As bitcoin’s value rises to all-time highs, the enticement of earning bitcoin through the mining process has kept pace. The method of making bitcoin through the verification process is costly and not environmentally friendly. The appeal of mining for bitcoin is that you can earn bitcoin for your hard work if you do it correctly. Miners of bitcoin are reward by earning crypto tokens.
What is a Miner
A cryptocurrency miner gets paid to audit transactions. They are verifying the legitimacy of bitcoin transactions. This process is meant to keep the process honest and make sure there is no fraud in the bitcoin creation system. The goal is to eliminate the ability of double-spending.
What is Double Spending
The process of auditing is geared to eliminate the double spending of the same digital currency. Digital currency is like cash in that you should only be able to spend it once. If you give someone a $10 bill, you cannot spend the same bill again unless it’s a forgery. If you made a counterfeit bill with the same serial number, someone might recognize it. Unless the merchant gave you the $10 bill back with the merchandise your purchase, you would not be able to spend the same $10 bill again.
What a Bitcoin miner does is analogous to auditing for double-spending. To go through the auditing process, a bitcoin miner needs to check transactions to make sure that users have not illegitimately tried to spend the same bitcoin twice. The goal of a miner is two-fold.
They have to verify 1MB worth of transactions. They also have to be the first miner to arrive at the 64-digit hexadecimal number less than or equal to the target hash. Some of this could be considered guesswork. The total number of possible guesses for each of these problems being on the order of trillions, it’s incredibly challenging work. To solve a question first, miners need a lot of computing power. To mine successfully, you need to have a high “hash rate,” which is measured in terms of megahashes per second. Once miners have verified 1 megabyte worth of bitcoin transactions, known as a “block,” those miners are eligible to be rewarded with a quantity of bitcoin.
Environmentally Unfriendly
With bitcoin’s price at all-time highs, the number of miners participating in the auditing operation has increased significantly. This activity has a negative environmental impact. Energy-hogging crypto miners have been blamed for power outages in several countries worldwide.
According to research by cryptocurrency economist Alex De Vries, bitcoin’s record-high prices have created a crypto mining backlog where emissions from mining the virtual currency are likely to stay high regardless of the price.
With only 1 million bitcoin miners in the world, the amount of electricity that mining consumes in one year is equal to that used to power Malaysia, Sweden or Ukraine, according to the Cambridge Bitcoin Electricity Consumption Index. De Vries’s research claims that bitcoin’s yearly carbon emissions are on track to match London’s city, estimated to be 98.9 megatons.
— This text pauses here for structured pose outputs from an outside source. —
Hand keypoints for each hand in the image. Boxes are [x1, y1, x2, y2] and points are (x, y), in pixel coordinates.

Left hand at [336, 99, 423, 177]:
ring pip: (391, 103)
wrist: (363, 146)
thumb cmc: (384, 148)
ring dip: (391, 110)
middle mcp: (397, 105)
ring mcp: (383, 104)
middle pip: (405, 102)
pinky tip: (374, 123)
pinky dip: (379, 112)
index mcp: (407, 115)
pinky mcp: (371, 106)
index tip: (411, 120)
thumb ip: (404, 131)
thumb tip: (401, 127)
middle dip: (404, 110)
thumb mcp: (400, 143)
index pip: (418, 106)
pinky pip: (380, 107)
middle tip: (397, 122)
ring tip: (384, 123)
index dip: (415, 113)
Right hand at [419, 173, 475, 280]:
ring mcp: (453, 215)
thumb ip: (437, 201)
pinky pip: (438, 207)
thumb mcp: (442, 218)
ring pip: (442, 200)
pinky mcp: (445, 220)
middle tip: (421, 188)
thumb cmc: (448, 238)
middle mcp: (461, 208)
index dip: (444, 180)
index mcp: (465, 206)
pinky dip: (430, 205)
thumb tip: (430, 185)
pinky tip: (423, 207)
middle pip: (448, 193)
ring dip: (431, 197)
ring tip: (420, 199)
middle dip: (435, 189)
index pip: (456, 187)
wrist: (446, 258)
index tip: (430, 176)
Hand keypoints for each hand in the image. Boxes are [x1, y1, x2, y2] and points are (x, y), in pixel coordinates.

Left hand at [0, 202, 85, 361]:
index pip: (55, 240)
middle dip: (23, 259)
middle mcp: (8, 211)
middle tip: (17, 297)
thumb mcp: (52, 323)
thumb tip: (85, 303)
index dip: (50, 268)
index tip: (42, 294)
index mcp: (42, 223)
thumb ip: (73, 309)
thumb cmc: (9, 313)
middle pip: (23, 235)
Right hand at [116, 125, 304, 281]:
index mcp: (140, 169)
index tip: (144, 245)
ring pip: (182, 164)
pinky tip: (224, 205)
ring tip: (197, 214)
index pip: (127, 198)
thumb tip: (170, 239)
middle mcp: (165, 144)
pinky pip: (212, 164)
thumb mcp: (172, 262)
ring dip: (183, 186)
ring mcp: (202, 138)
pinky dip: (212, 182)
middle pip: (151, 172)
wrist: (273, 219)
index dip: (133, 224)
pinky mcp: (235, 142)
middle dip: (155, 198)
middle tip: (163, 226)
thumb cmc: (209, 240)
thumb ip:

The study estimates that every dollar of bitcoin value mined accounts for 49 cents’ worth of health and climate damage in the U.S.
The mining process takes massive computing power in a race to audit a block of bitcoin and then be the first to guess the 64-bit hexadecimal code, which could have trillions of outcomes. The upshot is that the more computing power you have to throw at the problem, the more likely you will be the first to solve the equation. Additionally, the higher the bitcoin price, the more people will want to participate in the mining process and earn bitcoins from auditing the double-spending issue. That has effectively set off an arms race in which miners invest in even more computing equipment that they keep running 24 hours a day.
The demand for mining software and hardware is surging. Bitmain, a significant maker of mining rigs, sold out through August, while competitor Canaan is working through a backlog of 100,000 orders. Unless more miners can find cleaner sources of power to meet their computing demands, regions worldwide are likely to restrict or eliminate bitcoin mining to eliminate their environment’s neative impact.
The Bottom Line
The underlying issue is that to create bitcoin; you need to use a significant amount of electricity from computing power. As the market trades crypto to all to highs, more miners who verify transactions and get paid to handle this process are involved. Hardware and software used to mine bitcoin is either sold out or backlogged. In some instances, the costs of mining equal to the consumption of major cities worldwide. If miners cannot find a more effective way to mine for bitcoin, they are likely to face a systematic shutdown as they consume more energy and set a negative carbon footprint across the globe.